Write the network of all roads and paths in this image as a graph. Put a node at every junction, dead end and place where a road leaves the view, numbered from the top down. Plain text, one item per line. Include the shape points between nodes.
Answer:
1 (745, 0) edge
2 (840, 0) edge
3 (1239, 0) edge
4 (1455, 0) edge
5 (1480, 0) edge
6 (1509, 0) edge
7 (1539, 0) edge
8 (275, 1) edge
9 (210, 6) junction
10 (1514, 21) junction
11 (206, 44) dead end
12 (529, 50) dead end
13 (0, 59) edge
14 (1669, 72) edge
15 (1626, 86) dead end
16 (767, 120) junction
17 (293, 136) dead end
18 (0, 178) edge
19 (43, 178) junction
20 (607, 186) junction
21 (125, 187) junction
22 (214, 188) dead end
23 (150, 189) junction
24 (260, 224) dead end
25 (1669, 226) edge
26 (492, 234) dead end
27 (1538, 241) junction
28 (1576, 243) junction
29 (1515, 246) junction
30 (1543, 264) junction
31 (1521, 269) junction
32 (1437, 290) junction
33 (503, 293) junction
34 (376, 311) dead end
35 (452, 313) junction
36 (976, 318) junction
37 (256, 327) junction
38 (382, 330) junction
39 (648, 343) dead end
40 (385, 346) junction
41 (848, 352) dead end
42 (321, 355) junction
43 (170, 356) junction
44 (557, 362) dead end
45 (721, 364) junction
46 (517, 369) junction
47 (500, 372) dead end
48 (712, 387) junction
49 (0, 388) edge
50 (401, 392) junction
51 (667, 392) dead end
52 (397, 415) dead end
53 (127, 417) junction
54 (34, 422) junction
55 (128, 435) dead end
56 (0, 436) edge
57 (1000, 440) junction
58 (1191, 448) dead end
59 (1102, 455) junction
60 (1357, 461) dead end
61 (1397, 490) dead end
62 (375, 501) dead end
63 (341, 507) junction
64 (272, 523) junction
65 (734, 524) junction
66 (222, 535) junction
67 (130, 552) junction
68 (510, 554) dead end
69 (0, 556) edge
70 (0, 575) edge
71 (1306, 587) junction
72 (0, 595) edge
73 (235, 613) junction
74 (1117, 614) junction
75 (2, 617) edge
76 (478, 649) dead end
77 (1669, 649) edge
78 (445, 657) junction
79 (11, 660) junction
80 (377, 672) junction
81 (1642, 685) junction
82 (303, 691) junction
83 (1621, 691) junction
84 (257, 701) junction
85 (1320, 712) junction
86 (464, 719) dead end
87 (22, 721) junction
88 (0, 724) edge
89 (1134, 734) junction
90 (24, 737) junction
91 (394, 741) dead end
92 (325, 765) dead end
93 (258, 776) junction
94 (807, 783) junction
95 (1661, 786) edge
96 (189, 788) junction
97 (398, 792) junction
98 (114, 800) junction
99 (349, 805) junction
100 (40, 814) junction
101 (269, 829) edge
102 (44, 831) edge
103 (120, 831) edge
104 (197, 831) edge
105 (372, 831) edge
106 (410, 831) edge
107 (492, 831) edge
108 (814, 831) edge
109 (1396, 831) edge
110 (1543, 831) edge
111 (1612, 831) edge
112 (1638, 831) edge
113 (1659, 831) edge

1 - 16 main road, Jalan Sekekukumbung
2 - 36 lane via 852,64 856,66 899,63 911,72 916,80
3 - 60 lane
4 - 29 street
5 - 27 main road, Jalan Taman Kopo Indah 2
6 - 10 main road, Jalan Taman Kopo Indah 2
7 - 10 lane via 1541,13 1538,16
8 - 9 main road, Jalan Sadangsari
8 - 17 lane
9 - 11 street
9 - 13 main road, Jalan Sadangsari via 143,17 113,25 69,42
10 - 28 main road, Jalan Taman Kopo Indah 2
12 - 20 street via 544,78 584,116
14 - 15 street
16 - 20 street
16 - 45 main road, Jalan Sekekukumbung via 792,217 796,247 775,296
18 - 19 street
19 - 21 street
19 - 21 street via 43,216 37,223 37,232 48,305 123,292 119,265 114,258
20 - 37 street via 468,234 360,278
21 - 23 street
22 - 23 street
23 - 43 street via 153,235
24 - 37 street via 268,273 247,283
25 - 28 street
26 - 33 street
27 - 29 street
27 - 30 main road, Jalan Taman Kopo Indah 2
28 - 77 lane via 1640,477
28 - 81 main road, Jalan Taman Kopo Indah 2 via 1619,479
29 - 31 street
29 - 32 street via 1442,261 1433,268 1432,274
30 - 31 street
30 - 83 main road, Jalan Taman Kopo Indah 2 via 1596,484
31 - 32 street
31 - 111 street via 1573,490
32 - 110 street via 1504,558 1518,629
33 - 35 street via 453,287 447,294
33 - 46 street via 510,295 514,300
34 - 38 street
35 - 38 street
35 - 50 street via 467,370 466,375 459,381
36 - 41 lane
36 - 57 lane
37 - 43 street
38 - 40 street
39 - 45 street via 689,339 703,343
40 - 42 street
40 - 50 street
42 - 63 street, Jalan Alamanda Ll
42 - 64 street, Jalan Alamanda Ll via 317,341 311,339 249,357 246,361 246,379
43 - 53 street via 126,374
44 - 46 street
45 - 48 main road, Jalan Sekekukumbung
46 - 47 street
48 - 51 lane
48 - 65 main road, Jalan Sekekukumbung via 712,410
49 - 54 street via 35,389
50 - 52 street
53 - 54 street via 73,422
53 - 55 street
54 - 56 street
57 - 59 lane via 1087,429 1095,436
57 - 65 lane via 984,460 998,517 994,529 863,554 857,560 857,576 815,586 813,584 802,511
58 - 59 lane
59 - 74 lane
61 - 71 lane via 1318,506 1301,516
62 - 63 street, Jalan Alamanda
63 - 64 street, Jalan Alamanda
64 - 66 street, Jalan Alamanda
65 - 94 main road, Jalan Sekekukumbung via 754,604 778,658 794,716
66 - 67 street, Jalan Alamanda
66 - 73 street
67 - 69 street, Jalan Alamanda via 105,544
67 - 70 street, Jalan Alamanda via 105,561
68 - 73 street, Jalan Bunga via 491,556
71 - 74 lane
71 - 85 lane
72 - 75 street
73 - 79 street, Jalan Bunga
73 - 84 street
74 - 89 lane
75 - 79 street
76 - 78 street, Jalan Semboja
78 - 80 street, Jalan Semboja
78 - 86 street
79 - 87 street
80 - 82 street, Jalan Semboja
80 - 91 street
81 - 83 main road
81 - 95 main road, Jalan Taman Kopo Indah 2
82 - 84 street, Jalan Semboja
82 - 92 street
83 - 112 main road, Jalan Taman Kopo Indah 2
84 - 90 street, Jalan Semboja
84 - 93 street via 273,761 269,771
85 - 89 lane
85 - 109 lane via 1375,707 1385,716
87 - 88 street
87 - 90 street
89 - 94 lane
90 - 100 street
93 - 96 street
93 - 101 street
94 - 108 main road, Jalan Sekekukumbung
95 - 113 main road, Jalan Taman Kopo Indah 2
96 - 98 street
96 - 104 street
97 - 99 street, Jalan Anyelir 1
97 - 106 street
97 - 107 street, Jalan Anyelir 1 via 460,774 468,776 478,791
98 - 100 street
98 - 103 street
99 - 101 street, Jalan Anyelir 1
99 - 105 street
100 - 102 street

* * *

Action item:
Whenever the string "Anyelir" shows up in a line of the records, copy that line.

Exercise answer:
97 - 99 street, Jalan Anyelir 1
97 - 107 street, Jalan Anyelir 1 via 460,774 468,776 478,791
99 - 101 street, Jalan Anyelir 1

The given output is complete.